Top of PROVIDED INFORMATION
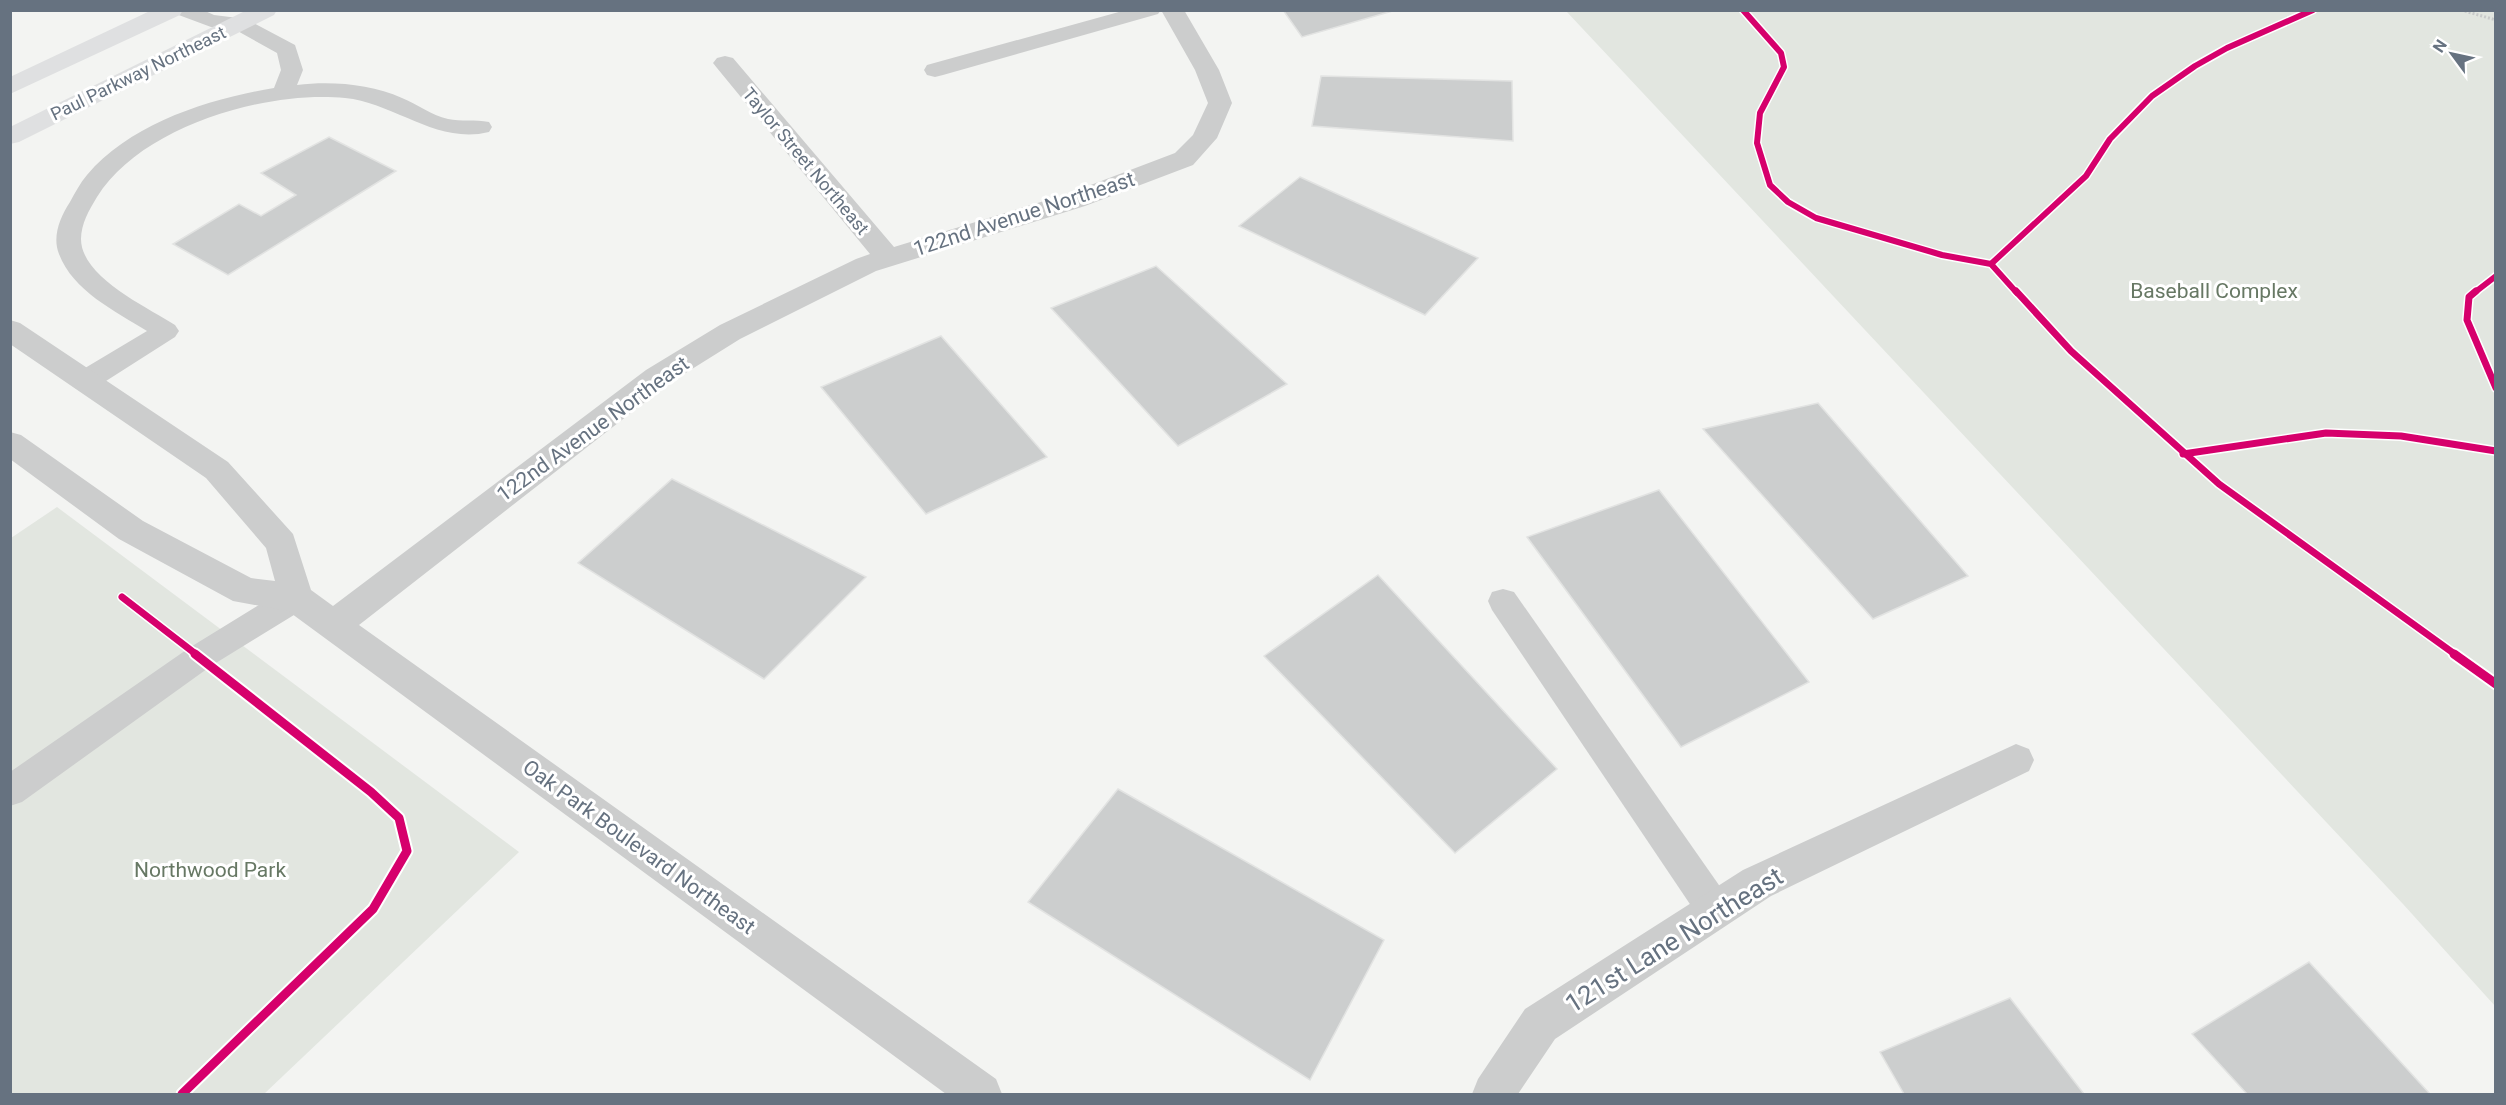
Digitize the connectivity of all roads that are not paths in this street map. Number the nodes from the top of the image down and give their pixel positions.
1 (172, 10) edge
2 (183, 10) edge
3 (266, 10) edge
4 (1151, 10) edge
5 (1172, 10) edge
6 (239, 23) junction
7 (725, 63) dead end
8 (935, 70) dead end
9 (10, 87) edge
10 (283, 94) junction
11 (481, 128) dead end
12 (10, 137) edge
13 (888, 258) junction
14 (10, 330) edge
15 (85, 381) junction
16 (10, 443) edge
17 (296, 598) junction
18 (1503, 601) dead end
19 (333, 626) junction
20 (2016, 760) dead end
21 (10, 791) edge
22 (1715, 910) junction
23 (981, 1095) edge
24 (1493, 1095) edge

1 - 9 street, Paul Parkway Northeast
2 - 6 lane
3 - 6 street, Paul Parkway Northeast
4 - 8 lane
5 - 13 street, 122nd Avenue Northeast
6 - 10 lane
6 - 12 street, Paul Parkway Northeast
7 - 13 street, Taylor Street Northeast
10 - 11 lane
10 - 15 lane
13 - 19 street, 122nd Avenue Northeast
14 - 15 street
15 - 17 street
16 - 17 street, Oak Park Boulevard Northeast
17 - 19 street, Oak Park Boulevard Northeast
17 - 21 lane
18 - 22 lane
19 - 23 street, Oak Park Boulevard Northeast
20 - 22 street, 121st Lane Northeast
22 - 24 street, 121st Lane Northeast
Bottom of PROVIDED INFORMATION
Give every record again exactly, apart from the pictures, which stay out.

Digitize the connectivity of all roads that are not paths in this street map. Number the nodes from the top of the image down and give their pixel positions.
1 (172, 10) edge
2 (183, 10) edge
3 (266, 10) edge
4 (1151, 10) edge
5 (1172, 10) edge
6 (239, 23) junction
7 (725, 63) dead end
8 (935, 70) dead end
9 (10, 87) edge
10 (283, 94) junction
11 (481, 128) dead end
12 (10, 137) edge
13 (888, 258) junction
14 (10, 330) edge
15 (85, 381) junction
16 (10, 443) edge
17 (296, 598) junction
18 (1503, 601) dead end
19 (333, 626) junction
20 (2016, 760) dead end
21 (10, 791) edge
22 (1715, 910) junction
23 (981, 1095) edge
24 (1493, 1095) edge

1 - 9 street, Paul Parkway Northeast
2 - 6 lane
3 - 6 street, Paul Parkway Northeast
4 - 8 lane
5 - 13 street, 122nd Avenue Northeast
6 - 10 lane
6 - 12 street, Paul Parkway Northeast
7 - 13 street, Taylor Street Northeast
10 - 11 lane
10 - 15 lane
13 - 19 street, 122nd Avenue Northeast
14 - 15 street
15 - 17 street
16 - 17 street, Oak Park Boulevard Northeast
17 - 19 street, Oak Park Boulevard Northeast
17 - 21 lane
18 - 22 lane
19 - 23 street, Oak Park Boulevard Northeast
20 - 22 street, 121st Lane Northeast
22 - 24 street, 121st Lane Northeast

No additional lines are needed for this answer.